**WORK TASK**
Go through the entries below and copy every line that holds the word "pinky".

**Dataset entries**

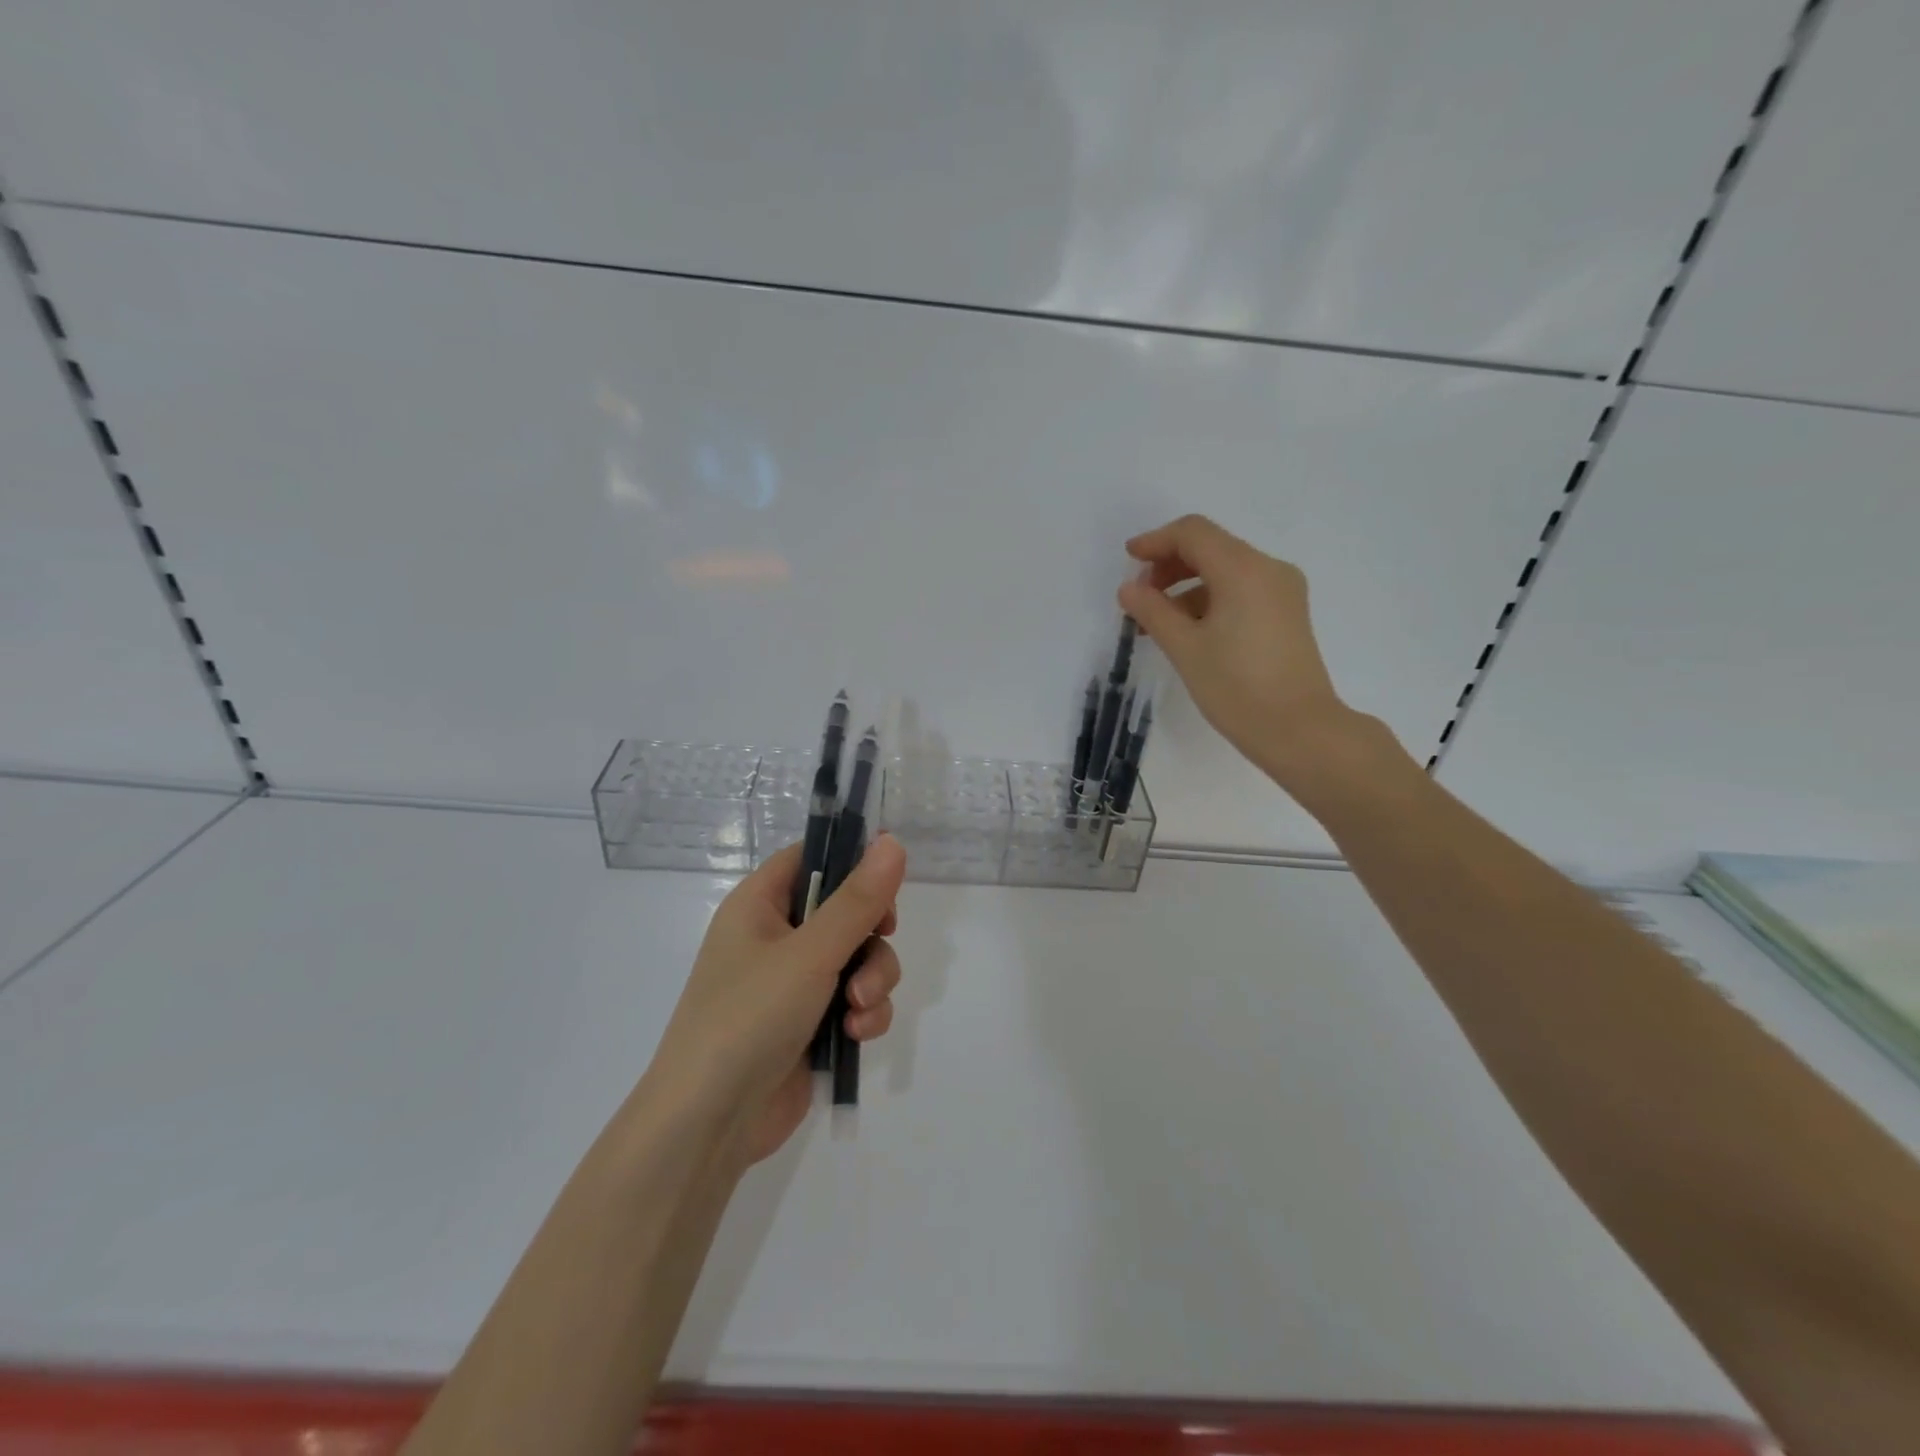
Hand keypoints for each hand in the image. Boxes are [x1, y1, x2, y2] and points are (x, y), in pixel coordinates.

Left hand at [647, 834, 907, 1164]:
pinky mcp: (810, 1024)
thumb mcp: (810, 953)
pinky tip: (857, 1034)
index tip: (890, 873)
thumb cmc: (749, 1017)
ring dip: (873, 979)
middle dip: (872, 934)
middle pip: (846, 910)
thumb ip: (857, 900)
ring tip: (859, 1007)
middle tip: (880, 941)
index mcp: (759, 905)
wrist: (708, 1125)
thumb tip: (893, 842)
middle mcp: (776, 938)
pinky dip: (864, 1013)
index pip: (811, 858)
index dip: (852, 859)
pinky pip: (854, 1001)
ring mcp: (793, 984)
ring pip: (858, 959)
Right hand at [1117, 514, 1367, 793]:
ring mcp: (1282, 591)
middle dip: (1170, 565)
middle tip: (1140, 597)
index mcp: (1244, 570)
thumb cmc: (1237, 688)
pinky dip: (1209, 600)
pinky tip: (1188, 630)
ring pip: (1225, 570)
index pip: (1193, 533)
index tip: (1128, 561)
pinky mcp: (1286, 614)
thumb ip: (1153, 611)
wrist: (1299, 730)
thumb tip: (1129, 589)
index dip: (1156, 541)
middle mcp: (1268, 569)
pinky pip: (1241, 590)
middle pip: (1211, 547)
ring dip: (1187, 585)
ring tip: (1157, 621)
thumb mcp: (1185, 648)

**FINISHED TASK**
pinky mcp: (810, 1024)
pinky tip: (857, 1034)
pinky dip: (864, 1013)
pinky pip: (854, 1001)
pinky dip: (1209, 600)
pinky tip: (1188, 630)
pinky mcp: (1286, 614)
pinky pip: (1241, 590)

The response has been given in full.